_PROBLEM STATEMENT:_ Look for "main" in the material below and show each line that contains it.

_SOURCE DATA:_
◇ ◇ ◇ ◇ ◇ ◇ ◇

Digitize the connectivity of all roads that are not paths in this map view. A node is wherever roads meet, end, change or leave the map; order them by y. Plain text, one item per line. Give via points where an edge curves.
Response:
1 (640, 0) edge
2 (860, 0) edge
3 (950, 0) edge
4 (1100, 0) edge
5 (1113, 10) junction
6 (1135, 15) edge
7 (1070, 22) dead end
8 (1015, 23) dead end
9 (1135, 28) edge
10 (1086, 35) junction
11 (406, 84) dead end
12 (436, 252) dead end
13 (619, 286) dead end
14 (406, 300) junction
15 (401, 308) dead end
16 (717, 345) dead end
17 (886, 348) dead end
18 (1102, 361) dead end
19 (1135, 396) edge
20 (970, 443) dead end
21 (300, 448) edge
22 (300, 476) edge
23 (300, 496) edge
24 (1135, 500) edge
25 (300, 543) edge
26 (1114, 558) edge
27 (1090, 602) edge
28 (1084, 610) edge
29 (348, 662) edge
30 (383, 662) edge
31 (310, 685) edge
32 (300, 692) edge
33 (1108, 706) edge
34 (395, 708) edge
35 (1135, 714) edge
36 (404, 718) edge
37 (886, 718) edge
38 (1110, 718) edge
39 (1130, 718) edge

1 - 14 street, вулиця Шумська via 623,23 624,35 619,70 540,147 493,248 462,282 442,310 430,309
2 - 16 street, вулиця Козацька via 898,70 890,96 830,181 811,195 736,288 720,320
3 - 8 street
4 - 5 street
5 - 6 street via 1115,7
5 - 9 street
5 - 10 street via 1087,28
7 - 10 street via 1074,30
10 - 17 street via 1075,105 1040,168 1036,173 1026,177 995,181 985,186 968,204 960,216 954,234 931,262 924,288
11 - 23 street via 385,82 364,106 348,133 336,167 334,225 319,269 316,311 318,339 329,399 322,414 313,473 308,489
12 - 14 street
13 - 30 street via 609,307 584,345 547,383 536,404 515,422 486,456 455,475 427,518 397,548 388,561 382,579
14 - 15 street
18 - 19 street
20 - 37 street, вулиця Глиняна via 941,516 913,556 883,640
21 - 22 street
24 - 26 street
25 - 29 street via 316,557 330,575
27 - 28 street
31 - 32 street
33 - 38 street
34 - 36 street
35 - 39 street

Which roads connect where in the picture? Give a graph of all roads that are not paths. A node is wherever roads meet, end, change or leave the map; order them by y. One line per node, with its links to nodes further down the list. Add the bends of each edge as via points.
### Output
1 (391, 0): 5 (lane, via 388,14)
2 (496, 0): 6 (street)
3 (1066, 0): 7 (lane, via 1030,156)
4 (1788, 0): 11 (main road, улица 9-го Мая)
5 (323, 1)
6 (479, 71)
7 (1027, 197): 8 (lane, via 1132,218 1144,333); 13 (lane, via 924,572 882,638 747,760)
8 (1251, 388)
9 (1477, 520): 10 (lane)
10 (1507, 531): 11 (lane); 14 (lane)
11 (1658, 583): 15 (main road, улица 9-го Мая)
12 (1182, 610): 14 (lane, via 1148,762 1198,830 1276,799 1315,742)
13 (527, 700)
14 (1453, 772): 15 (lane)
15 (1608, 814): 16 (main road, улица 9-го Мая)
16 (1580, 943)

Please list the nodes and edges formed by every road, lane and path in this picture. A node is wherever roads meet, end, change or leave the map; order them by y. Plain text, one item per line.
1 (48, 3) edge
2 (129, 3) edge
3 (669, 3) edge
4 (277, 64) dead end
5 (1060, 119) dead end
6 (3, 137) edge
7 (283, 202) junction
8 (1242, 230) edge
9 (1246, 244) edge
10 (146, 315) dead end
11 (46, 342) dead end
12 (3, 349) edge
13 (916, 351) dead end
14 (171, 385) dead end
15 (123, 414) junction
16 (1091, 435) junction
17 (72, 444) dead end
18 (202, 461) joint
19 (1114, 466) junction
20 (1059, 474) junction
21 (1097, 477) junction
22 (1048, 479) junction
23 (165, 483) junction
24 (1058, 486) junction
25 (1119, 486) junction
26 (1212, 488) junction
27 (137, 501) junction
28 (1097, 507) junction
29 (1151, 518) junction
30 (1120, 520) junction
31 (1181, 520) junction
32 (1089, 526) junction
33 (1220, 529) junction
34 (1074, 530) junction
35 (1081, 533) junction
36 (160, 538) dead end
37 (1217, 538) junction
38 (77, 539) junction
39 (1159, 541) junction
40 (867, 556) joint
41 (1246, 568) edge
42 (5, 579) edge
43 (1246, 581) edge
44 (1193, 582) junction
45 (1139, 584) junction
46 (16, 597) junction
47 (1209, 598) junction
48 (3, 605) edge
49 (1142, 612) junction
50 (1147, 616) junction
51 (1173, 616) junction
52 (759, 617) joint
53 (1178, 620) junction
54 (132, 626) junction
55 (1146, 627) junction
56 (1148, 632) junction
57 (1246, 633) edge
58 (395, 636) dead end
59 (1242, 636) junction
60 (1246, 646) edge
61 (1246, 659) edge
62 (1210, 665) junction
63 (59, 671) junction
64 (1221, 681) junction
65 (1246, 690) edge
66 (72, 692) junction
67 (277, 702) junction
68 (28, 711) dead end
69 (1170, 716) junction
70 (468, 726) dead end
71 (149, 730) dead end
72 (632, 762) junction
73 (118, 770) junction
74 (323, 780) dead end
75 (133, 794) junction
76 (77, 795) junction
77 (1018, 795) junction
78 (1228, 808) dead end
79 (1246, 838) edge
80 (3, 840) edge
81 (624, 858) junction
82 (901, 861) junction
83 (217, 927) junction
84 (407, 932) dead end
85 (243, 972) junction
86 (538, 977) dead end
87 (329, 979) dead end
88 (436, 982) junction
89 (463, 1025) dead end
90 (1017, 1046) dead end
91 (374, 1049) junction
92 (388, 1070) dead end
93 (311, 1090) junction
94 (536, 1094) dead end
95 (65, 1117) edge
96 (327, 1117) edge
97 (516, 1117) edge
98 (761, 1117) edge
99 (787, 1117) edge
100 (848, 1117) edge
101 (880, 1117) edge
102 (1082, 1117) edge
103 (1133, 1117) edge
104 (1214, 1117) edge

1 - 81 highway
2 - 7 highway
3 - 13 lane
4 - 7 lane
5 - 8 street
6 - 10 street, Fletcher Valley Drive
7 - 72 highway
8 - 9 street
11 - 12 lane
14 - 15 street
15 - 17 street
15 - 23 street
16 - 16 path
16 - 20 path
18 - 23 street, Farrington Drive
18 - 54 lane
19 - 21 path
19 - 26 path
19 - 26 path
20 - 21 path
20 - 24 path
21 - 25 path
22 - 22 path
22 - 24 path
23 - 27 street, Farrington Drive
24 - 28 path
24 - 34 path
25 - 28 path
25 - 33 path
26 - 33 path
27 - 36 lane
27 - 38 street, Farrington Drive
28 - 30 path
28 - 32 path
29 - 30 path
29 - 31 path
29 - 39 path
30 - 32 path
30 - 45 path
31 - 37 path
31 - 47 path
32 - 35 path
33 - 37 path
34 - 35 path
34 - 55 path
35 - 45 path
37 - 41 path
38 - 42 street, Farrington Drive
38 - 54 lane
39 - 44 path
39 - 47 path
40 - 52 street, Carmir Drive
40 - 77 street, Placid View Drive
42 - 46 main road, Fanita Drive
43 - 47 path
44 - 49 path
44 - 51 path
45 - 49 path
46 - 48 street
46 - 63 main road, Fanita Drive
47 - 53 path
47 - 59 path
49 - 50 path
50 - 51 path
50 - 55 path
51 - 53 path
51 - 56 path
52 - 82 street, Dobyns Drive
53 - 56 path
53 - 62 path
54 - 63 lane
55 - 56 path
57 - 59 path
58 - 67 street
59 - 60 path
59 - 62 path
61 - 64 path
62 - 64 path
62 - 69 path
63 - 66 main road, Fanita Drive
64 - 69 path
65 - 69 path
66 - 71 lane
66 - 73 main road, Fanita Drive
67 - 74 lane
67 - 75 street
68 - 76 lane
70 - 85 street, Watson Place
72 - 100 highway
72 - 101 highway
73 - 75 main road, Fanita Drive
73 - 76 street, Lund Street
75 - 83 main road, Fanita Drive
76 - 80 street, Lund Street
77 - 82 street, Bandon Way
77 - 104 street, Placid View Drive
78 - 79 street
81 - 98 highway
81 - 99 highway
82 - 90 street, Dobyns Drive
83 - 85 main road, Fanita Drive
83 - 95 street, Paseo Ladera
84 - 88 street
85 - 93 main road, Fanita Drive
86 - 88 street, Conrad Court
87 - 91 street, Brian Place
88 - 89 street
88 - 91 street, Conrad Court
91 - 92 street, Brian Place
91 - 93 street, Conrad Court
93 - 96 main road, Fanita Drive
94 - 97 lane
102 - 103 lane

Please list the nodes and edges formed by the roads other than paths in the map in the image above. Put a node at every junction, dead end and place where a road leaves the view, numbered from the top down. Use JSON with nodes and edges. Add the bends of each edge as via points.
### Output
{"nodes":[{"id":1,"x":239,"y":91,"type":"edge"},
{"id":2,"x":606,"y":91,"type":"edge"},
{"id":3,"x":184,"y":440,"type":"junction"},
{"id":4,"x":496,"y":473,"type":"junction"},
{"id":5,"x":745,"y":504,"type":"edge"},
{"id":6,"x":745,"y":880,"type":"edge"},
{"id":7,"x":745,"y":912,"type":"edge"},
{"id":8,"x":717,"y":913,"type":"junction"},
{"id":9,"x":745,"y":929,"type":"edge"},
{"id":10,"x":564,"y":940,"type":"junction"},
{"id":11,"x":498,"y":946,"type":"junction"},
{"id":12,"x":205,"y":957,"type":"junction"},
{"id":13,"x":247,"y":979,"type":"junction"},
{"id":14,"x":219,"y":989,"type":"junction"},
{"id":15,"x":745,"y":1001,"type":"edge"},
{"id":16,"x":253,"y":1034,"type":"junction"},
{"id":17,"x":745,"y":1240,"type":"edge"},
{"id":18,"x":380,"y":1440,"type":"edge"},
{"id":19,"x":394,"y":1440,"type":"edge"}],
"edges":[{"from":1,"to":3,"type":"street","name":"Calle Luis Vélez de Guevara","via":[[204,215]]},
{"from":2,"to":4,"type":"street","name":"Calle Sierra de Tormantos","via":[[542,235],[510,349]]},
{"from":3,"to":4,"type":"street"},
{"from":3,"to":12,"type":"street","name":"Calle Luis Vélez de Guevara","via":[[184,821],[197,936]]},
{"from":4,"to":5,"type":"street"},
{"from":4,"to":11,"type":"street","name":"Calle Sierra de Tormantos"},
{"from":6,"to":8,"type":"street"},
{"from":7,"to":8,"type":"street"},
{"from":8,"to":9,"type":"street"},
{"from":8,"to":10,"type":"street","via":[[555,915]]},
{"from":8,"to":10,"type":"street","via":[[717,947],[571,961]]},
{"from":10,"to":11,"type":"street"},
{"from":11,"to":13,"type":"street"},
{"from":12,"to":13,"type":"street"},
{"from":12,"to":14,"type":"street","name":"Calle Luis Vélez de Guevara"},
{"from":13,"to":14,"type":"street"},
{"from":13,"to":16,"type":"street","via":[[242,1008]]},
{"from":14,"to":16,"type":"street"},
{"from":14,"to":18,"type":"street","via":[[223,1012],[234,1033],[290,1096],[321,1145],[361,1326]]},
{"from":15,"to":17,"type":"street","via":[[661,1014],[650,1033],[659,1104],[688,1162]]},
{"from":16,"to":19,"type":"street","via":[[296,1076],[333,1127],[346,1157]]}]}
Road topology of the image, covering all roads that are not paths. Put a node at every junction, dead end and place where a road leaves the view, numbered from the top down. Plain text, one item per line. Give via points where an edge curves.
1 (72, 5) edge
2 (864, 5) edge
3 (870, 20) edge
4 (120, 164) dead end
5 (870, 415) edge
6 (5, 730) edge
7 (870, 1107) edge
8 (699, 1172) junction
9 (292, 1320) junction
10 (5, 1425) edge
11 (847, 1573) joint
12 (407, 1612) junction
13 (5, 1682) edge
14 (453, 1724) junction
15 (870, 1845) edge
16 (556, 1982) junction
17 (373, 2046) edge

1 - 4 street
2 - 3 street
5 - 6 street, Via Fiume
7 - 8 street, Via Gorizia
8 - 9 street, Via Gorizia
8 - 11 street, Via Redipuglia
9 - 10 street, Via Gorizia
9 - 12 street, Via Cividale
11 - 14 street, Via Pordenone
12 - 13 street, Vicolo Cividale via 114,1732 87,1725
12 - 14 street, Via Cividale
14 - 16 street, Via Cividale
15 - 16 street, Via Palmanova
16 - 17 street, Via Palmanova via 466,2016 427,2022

◇ ◇ ◇ ◇ ◇ ◇ ◇

_PROBLEM SOLUTION:_
4 (1788, 0): 11 (main road, улица 9-го Мая)
11 (1658, 583): 15 (main road, улица 9-го Мая)
15 (1608, 814): 16 (main road, улица 9-го Мая)
42 - 46 main road, Fanita Drive
46 - 63 main road, Fanita Drive
63 - 66 main road, Fanita Drive
66 - 73 main road, Fanita Drive
73 - 75 main road, Fanita Drive
75 - 83 main road, Fanita Drive
83 - 85 main road, Fanita Drive
85 - 93 main road, Fanita Drive
93 - 96 main road, Fanita Drive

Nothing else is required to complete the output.